◆ What you are asked to do
Whenever a line in this data holds the word "bends", report that line in full.

◆ Provided information

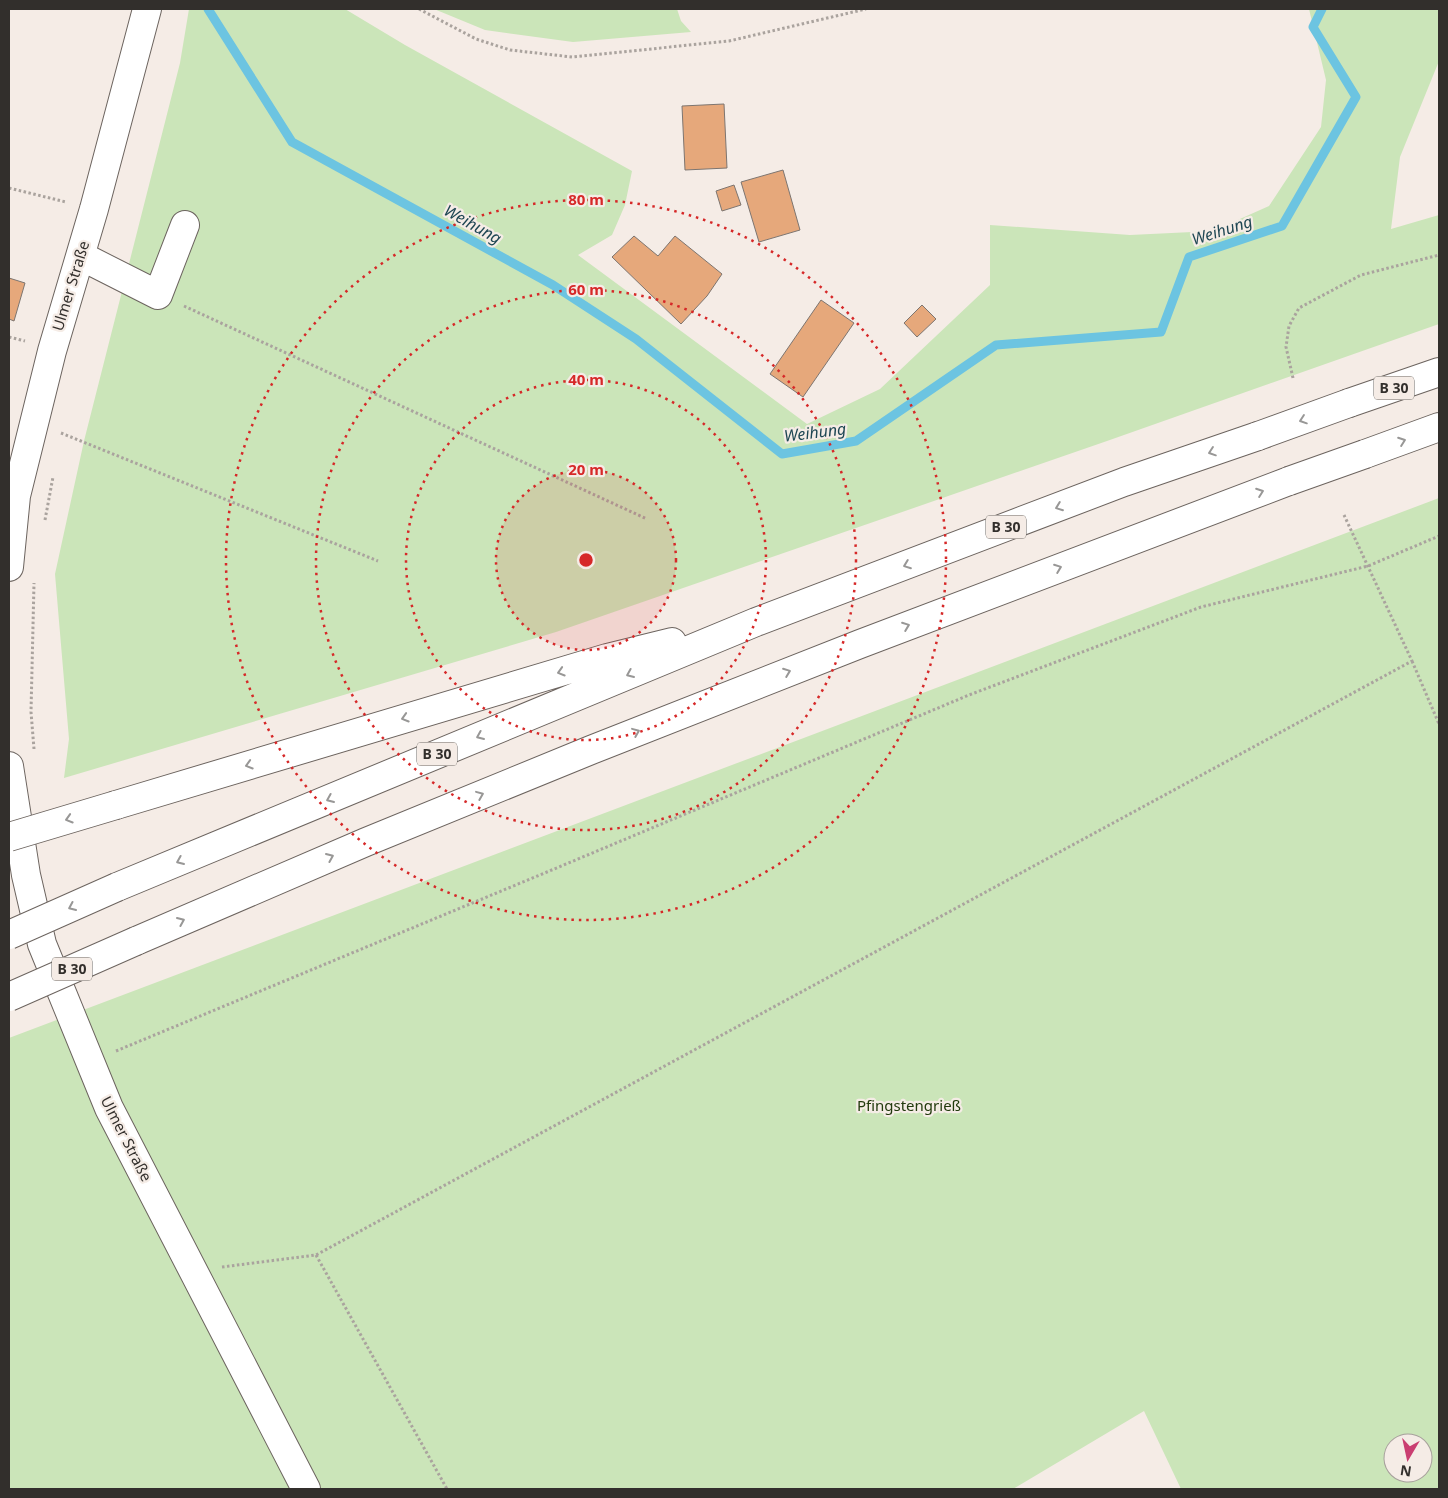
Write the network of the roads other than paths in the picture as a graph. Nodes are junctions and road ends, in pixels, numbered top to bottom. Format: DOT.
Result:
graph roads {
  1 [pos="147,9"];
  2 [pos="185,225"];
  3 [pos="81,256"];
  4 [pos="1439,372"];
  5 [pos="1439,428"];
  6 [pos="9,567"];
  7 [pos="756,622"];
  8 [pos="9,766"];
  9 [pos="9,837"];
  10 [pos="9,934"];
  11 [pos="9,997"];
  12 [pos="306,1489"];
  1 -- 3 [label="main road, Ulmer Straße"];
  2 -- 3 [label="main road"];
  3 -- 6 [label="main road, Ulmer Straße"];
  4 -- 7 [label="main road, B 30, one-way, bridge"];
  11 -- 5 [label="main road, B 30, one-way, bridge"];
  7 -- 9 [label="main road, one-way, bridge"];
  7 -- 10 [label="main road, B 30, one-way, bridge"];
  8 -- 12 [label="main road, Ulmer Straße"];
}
--
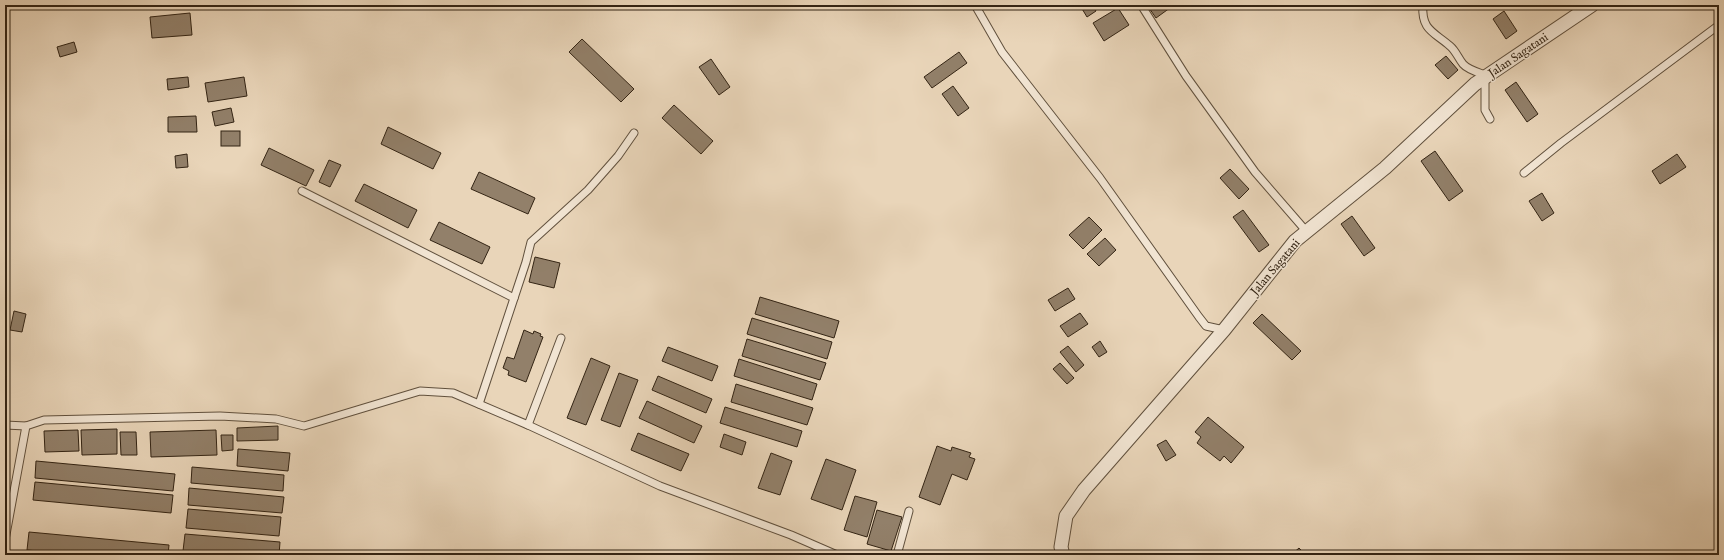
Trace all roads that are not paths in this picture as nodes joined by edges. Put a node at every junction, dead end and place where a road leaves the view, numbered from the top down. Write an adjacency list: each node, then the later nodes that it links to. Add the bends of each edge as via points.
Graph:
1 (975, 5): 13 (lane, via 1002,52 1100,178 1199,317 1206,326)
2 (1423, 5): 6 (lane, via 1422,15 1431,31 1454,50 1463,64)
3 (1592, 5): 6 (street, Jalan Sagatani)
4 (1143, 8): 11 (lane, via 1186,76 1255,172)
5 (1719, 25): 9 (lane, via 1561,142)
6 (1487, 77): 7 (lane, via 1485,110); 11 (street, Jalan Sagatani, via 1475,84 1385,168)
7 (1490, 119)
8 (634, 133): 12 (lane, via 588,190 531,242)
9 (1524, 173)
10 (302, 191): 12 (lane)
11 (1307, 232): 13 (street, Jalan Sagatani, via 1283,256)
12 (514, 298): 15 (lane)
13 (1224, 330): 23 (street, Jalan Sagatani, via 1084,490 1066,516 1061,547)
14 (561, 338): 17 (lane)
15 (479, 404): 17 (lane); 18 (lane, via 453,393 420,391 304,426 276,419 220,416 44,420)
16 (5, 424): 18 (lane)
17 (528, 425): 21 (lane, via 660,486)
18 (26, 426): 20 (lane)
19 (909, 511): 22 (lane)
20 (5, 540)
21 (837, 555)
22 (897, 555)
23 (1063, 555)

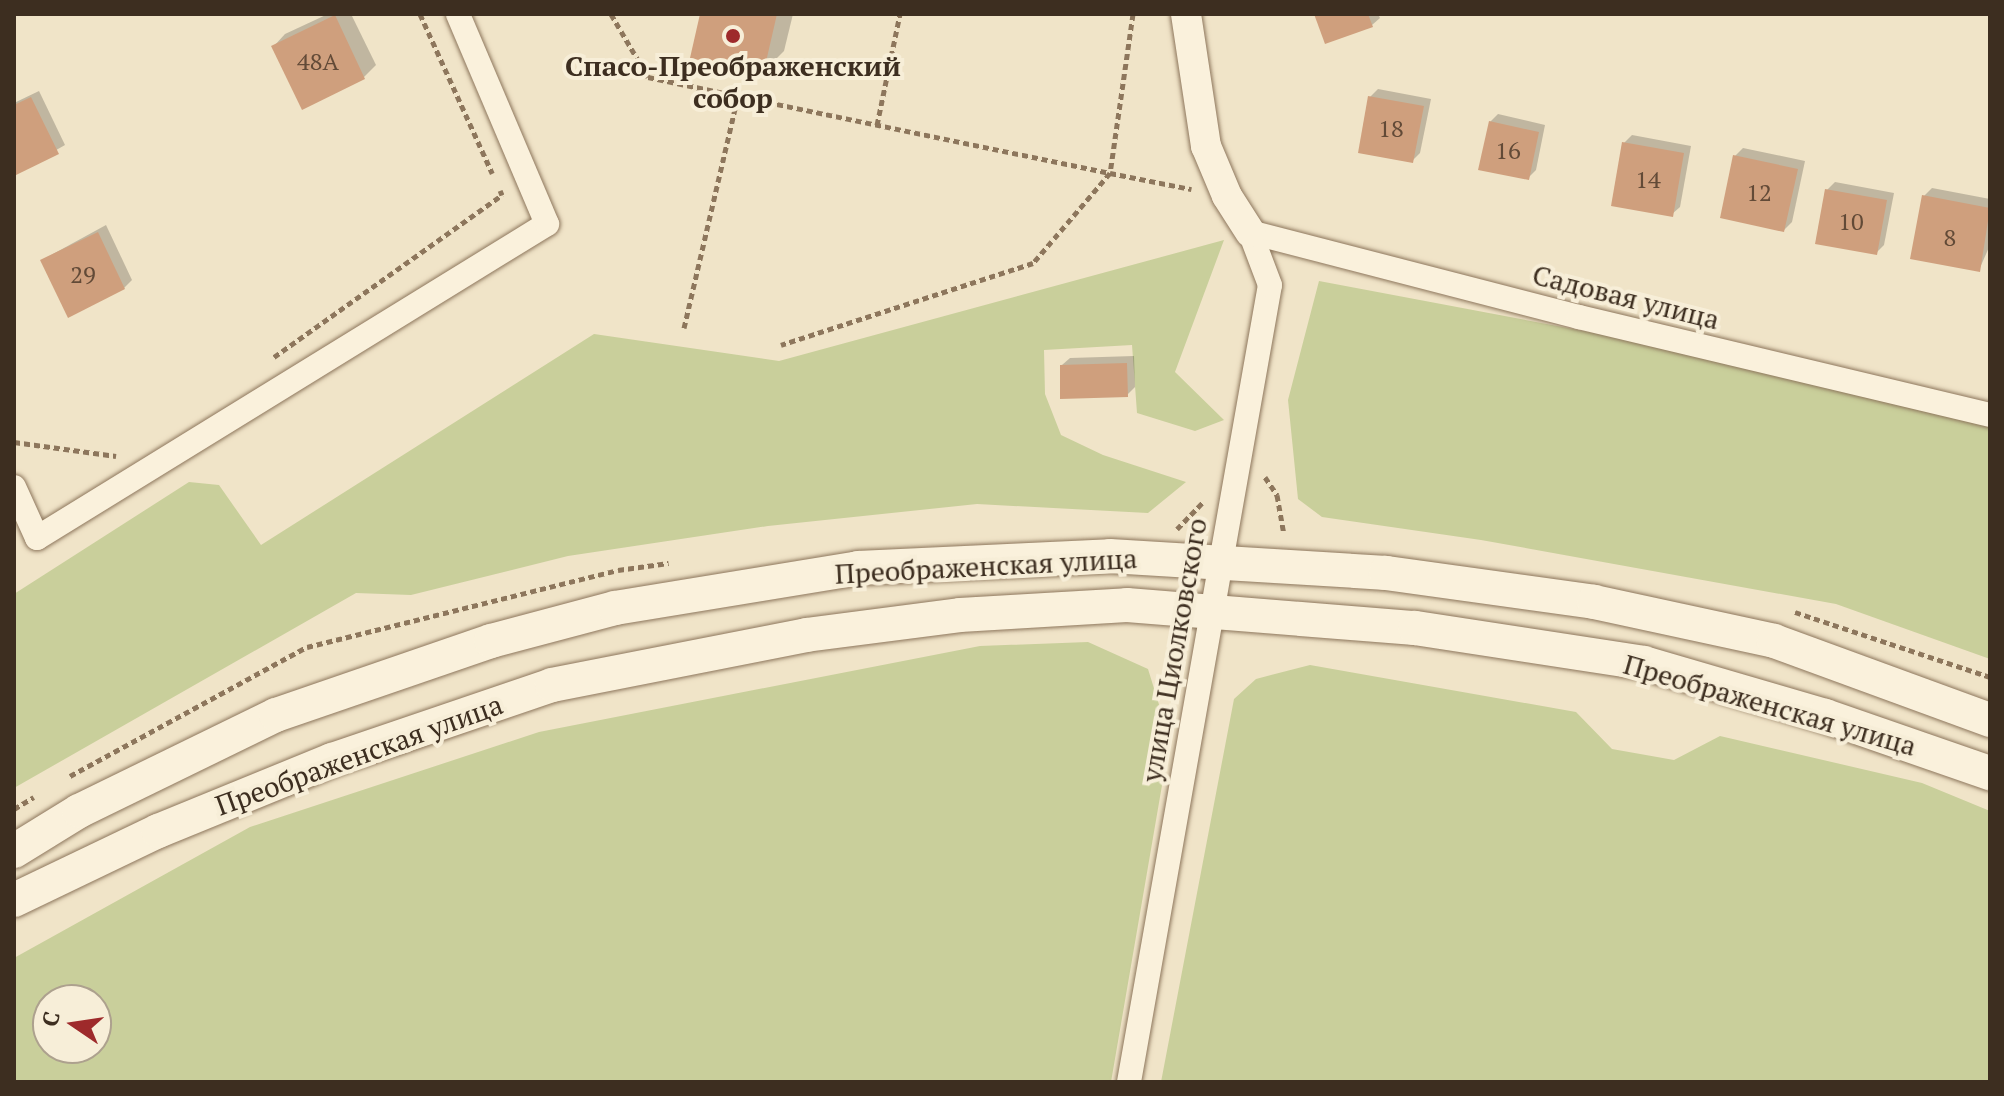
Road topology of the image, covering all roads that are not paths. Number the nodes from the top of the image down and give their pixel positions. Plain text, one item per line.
==
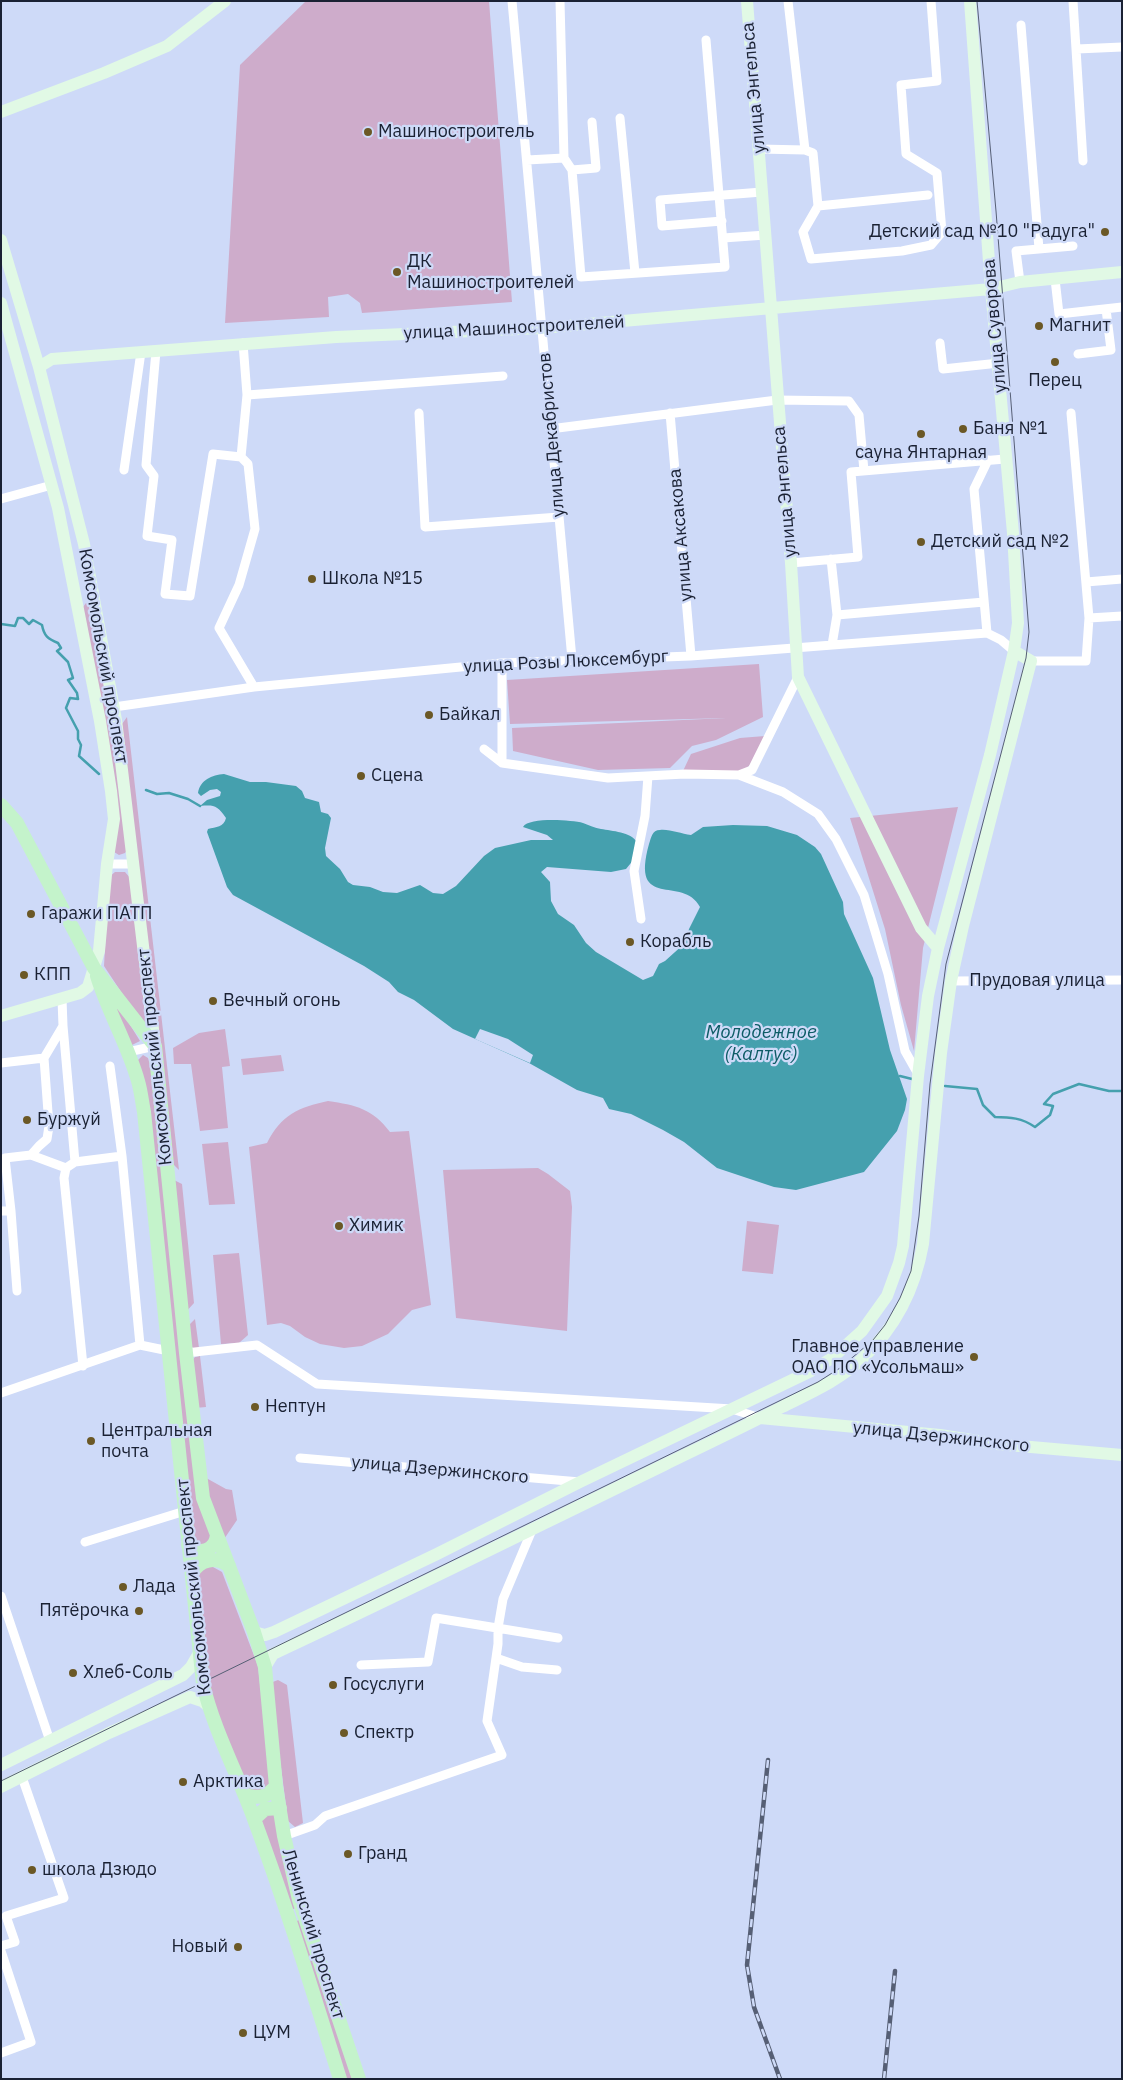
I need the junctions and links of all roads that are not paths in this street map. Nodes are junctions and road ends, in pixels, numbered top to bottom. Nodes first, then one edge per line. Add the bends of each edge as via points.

◆ Written response
Trace all roads that are not paths in this picture as nodes joined by edges. Put a node at every junction, dead end and place where a road leaves the view, numbered from the top down. Write an adjacency list: each node, then the later nodes that it links to. Add the bends of each edge as via points.
I need the junctions and links of all roads that are not paths in this street map. Nodes are junctions and road ends, in pixels, numbered top to bottom. Nodes first, then one edge per line. Add the bends of each edge as via points.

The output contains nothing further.